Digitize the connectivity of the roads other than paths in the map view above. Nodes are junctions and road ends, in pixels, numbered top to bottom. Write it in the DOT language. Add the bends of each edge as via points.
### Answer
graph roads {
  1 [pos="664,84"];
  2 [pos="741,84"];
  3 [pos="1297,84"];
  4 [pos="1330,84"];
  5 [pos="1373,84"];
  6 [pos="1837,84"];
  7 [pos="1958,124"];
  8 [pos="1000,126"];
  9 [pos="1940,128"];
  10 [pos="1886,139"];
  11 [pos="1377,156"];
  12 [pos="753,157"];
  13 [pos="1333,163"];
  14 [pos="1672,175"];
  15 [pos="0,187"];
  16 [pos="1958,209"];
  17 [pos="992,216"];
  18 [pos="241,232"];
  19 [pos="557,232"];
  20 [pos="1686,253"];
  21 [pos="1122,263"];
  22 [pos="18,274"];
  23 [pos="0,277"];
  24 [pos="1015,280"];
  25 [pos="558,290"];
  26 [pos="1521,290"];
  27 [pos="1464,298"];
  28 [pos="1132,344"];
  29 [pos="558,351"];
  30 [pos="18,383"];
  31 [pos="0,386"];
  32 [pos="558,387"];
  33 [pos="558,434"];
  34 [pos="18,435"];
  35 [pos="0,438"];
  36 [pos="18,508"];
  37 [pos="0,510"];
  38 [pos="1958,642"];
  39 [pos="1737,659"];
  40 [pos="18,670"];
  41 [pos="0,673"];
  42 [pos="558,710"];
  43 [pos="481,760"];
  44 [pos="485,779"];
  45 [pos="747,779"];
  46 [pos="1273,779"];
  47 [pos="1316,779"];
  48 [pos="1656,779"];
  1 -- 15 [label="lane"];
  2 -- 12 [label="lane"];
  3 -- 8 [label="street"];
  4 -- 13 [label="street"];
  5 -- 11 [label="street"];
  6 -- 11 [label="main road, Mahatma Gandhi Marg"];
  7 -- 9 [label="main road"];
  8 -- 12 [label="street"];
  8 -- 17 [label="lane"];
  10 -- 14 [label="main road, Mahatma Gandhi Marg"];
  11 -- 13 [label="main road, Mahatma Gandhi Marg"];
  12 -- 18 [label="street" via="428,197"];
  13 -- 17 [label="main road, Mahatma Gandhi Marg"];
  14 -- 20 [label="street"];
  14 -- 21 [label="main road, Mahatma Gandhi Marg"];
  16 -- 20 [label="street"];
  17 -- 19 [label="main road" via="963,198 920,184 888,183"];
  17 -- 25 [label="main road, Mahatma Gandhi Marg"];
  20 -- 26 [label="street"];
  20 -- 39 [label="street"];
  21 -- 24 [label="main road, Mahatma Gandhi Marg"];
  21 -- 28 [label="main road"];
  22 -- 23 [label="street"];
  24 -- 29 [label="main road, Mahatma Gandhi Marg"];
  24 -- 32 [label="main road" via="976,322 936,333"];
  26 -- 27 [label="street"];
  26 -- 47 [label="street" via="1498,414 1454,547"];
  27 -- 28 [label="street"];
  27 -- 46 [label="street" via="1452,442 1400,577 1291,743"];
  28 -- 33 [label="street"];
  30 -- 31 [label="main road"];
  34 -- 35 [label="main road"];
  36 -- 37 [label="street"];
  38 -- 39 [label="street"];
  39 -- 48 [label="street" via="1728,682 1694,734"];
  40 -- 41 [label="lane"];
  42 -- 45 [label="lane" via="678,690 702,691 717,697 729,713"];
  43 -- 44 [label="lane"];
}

- - -

> INSTRUCTIONS FOR THE TASK:
Make a copy of each line in the records above that has the word "Marg".

> RESULT FOR THIS TASK:
  6 -- 11 [label="main road, Mahatma Gandhi Marg"];
  10 -- 14 [label="main road, Mahatma Gandhi Marg"];
  11 -- 13 [label="main road, Mahatma Gandhi Marg"];
  13 -- 17 [label="main road, Mahatma Gandhi Marg"];
  14 -- 21 [label="main road, Mahatma Gandhi Marg"];
  17 -- 25 [label="main road, Mahatma Gandhi Marg"];
  21 -- 24 [label="main road, Mahatma Gandhi Marg"];
  24 -- 29 [label="main road, Mahatma Gandhi Marg"];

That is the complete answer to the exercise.